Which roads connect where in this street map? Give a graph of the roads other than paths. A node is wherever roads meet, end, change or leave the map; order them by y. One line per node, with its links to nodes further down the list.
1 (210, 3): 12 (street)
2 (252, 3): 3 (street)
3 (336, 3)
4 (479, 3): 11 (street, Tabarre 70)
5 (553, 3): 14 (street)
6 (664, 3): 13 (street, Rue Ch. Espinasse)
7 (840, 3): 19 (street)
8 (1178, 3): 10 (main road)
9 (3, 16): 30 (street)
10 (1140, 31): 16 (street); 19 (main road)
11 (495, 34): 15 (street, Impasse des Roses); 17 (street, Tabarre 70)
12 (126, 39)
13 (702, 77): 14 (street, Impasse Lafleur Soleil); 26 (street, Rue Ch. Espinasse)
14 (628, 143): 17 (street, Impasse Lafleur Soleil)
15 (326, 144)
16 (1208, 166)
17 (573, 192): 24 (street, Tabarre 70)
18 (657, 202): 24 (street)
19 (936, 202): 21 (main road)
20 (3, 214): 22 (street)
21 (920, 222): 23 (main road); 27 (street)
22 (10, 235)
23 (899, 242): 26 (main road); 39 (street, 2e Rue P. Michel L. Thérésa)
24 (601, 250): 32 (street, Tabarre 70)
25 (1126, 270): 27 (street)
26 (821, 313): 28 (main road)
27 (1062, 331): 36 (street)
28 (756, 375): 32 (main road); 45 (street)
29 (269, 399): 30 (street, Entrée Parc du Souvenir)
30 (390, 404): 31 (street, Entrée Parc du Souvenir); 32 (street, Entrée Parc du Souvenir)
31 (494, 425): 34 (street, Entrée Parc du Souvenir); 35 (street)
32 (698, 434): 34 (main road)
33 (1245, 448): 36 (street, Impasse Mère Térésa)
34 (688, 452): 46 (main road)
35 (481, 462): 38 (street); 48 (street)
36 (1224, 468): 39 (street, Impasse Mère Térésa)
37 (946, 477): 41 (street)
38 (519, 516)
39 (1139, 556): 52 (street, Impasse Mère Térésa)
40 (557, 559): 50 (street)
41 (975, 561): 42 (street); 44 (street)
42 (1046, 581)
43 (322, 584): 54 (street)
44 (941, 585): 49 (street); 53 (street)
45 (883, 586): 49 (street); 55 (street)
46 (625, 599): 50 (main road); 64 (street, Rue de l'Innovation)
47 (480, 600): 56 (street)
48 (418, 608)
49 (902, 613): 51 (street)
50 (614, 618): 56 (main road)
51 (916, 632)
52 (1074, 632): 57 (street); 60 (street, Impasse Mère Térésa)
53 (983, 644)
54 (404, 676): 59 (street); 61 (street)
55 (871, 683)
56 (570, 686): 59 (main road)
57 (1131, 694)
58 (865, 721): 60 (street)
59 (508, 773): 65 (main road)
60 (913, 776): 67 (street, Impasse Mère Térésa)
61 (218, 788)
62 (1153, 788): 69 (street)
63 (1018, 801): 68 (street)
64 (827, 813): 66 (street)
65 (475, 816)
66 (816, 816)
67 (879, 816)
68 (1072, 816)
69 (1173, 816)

_Assignment:_ Your response must repeat all of the material above exactly.

_Task solution:_
Which roads connect where in this street map? Give a graph of the roads other than paths. A node is wherever roads meet, end, change or leave the map; order them by y. One line per node, with its links to nodes further down the list.
1 (210, 3): 12 (street)
2 (252, 3): 3 (street)
3 (336, 3)
4 (479, 3): 11 (street, Tabarre 70)
5 (553, 3): 14 (street)
6 (664, 3): 13 (street, Rue Ch. Espinasse)
7 (840, 3): 19 (street)
8 (1178, 3): 10 (main road)
9 (3, 16): 30 (street)
10 (1140, 31): 16 (street); 19 (main road)
11 (495, 34): 15 (street, Impasse des Roses); 17 (street, Tabarre 70)
12 (126, 39)
13 (702, 77): 14 (street, Impasse Lafleur Soleil); 26 (street, Rue Ch. Espinasse)
14 (628, 143): 17 (street, Impasse Lafleur Soleil)
15 (326, 144)
16 (1208, 166)
17 (573, 192): 24 (street, Tabarre 70)
18 (657, 202): 24 (street)
19 (936, 202): 21 (main road)
20 (3, 214): 22 (street)
21 (920, 222): 23 (main road); 27 (street)
22 (10, 235)
23 (899, 242): 26 (main road); 39 (street, 2e Rue P. Michel L. Thérésa)
24 (601, 250): 32 (street, Tabarre 70)
25 (1126, 270): 27 (street)
26 (821, 313): 28 (main road)
27 (1062, 331): 36 (street)
28 (756, 375): 32 (main road); 45 (street)
29 (269, 399): 30 (street, Entrée Parc du Souvenir)
30 (390, 404): 31 (street, Entrée Parc du Souvenir); 32 (street, Entrée Parc du Souvenir)
31 (494, 425): 34 (street, Entrée Parc du Souvenir); 35 (street)
32 (698, 434): 34 (main road)
33 (1245, 448): 36 (street, Impasse Mère Térésa)
34 (688, 452): 46 (main road)
35 (481, 462): 38 (street); 48 (street)
36 (1224, 468): 39 (street, Impasse Mère Térésa)
37 (946, 477): 41 (street)
38 (519, 516)
39 (1139, 556): 52 (street, Impasse Mère Térésa)
40 (557, 559): 50 (street)
41 (975, 561): 42 (street); 44 (street)
42 (1046, 581)
43 (322, 584): 54 (street)
44 (941, 585): 49 (street); 53 (street)
45 (883, 586): 49 (street); 55 (street)
46 (625, 599): 50 (main road); 64 (street, Rue de l'Innovation)
47 (480, 600): 56 (street)
48 (418, 608)
49 (902, 613): 51 (street)
50 (614, 618): 56 (main road)
51 (916, 632)
52 (1074, 632): 57 (street); 60 (street, Impasse Mère Térésa)
53 (983, 644)
54 (404, 676): 59 (street); 61 (street)
55 (871, 683)
56 (570, 686): 59 (main road)
57 (1131, 694)
58 (865, 721): 60 (street)
59 (508, 773): 65 (main road)
60 (913, 776): 67 (street, Impasse Mère Térésa)
61 (218, 788)
62 (1153, 788): 69 (street)
63 (1018, 801): 68 (street)
64 (827, 813): 66 (street)
65 (475, 816)
66 (816, 816)
67 (879, 816)
68 (1072, 816)
69 (1173, 816)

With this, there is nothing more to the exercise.